[AIM OF THE EXERCISE]
Search the entries for the word "Terrace". Copy every line that holds it.

*** Block opens ***

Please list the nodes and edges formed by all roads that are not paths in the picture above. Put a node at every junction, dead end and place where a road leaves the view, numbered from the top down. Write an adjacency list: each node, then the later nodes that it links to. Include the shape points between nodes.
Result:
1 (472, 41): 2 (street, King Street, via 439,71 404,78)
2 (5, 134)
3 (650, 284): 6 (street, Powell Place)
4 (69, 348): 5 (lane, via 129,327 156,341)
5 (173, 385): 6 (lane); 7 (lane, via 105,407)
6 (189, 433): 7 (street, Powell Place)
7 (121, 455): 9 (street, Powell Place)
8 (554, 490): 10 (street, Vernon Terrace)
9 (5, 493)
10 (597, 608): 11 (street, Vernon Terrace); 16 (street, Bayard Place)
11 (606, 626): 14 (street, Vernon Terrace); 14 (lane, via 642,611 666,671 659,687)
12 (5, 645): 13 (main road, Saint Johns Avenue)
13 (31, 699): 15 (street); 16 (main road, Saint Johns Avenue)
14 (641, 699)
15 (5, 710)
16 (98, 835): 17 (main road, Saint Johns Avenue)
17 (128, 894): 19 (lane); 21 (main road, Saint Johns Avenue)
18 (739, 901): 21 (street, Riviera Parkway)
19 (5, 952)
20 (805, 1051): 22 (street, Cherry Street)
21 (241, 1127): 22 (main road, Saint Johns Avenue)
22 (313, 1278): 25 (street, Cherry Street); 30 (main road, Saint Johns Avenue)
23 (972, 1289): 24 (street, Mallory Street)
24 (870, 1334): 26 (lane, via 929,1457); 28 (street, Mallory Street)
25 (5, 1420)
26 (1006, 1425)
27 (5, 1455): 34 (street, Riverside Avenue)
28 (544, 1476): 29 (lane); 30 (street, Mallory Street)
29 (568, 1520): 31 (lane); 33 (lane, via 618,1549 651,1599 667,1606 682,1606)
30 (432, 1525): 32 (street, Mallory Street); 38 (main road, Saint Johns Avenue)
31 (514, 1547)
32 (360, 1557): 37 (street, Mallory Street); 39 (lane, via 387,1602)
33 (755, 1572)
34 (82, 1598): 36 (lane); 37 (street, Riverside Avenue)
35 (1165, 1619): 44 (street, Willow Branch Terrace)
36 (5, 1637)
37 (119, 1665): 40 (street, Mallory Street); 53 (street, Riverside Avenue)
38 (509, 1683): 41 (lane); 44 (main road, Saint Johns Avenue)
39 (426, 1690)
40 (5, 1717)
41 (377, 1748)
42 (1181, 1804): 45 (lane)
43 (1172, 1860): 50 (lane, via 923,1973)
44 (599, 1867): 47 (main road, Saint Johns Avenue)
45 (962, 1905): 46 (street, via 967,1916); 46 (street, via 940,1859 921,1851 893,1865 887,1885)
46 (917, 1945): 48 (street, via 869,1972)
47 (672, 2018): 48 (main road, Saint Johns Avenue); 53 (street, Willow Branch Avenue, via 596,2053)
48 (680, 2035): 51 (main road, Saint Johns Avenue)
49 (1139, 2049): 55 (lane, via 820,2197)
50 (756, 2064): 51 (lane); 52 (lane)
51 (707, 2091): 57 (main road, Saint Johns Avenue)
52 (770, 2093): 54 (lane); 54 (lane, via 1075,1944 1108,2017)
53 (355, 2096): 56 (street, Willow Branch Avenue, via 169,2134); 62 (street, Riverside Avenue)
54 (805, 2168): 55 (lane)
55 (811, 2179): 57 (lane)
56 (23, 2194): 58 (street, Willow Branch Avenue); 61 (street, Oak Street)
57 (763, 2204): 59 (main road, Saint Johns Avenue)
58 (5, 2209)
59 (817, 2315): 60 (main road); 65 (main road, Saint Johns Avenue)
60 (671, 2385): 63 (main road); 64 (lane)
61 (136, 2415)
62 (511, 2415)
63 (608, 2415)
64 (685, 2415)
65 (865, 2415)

*** Block closes ***

[RESPONSE FOR THIS EXERCISE]
8 (554, 490): 10 (street, Vernon Terrace)
10 (597, 608): 11 (street, Vernon Terrace); 16 (street, Bayard Place)
11 (606, 626): 14 (street, Vernon Terrace); 14 (lane, via 642,611 666,671 659,687)
35 (1165, 1619): 44 (street, Willow Branch Terrace)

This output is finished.